The Airline and Global Reservation Systems is a major user of flight codes to airports and airlines all over the world and will definitely attest to its importance in guiding and controlling hundreds to thousands of global flights. With about nine thousand fully operational flight codes presently used by airports and airlines, there really ought to be codes to easily identify and distinguish one from the other. Whether the airport is a domestic or international one, and the airline is a local, regional or cuts across international skies, there is a unique code that each one of them possesses and this makes it easy for airport staff, pilots and some frequent flying passengers to recognize from the hundreds of daily and weekly flight schedules they handle. Therefore flight codes comprising of both airline and airport codes are simple ideas with great importance.
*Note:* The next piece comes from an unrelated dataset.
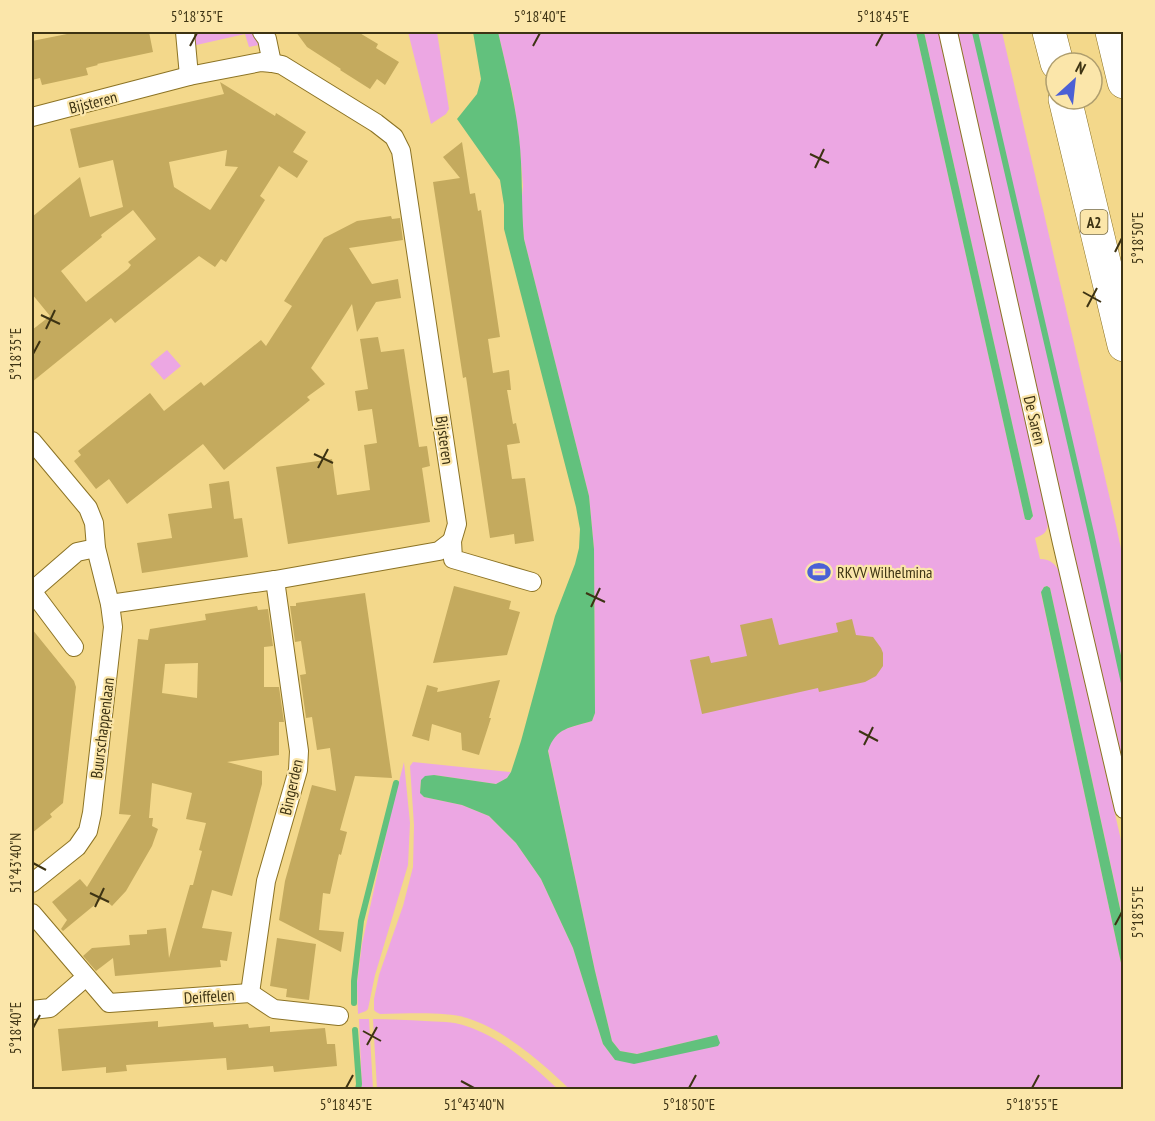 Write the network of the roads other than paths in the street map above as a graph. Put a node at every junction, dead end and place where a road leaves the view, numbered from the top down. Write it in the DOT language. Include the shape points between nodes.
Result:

Almost all flight codes are either two or three significant letters and numbers. Sometimes they are used on luggage that indicates the airports of departure and arrival with the airline’s code also attached. Apart from being used as luggage tags, these codes are also used on air tickets for airport security and check-in staff to easily make reference to. For example, in modern airports, passengers just need to check the digital monitors or screens that have been strategically positioned within the halls, to know where their next flight is heading to. Thanks to these codes which have shortened some otherwise lengthy airport names. To compare with the codes on their air tickets and boarding passes is easy to do when they have seen the information indicated with the flight codes.
Flight codes carry important and valuable information that makes it easier to trace flights or track the progress of a flight but merely looking at the codes, they may not make sense to the average passenger. Because they are in their thousands, they need to be stored within each airline or airport’s database. Therefore there is a need to shorten them for stress-free reference and retrieval, even for the printing out of paper tickets. The alphabetic, alpha-numeric or codes apply to every country in the world; talking about countries which participate in global exchange of flights and is part of the International Air Transport Association (IATA). Flight codes are relatively stable and will not change significantly for a fairly long time.
Being an acceptable format of identification in the aviation industry, flight codes are also seen as a shorthand way of writing the entire name of an airport or airline; and a short form of making reference to an airline as well. Singapore’s Changi Airport can comfortably be called SIN. Tourists to the desert city of Dubai’s International Airport usually refer to it as DBX while Lagos’ Murtala International Airport in Nigeria is mostly pronounced by expatriate travelers to the country as LOS. Among airlines, it is not uncommon to find any two or three of the airline’s names being used as part of its flight code. There are many other airports and airlines around the world which carry their own distinct brand nickname which is also their flight code. Strictly speaking, it conforms to the growing pattern of globalization involving almost all spheres of endeavor, and in which the world is tending to.
Other types of codes which apply to flights are promotional codes. Also called flight coupon codes, these are just the rebates or discounts given to passengers by airlines or travel agents to encourage their patronage. Flight coupon codes can be got from different ways especially through early flight booking. In a situation where a passenger does not have enough to pay for a one-way or return flight ticket, the best thing to do is to look for a cheap discount offer as there will always be one; except if the destination is not too popular among airline routes. There may also be rewards as coupon codes for passengers who refer others to an airline or Travel Company, and these codes do reduce the overall cost of a flight ticket. Great discounts on airfares abound and are made available to passengers who are smart enough to strike the deals when the iron is still hot.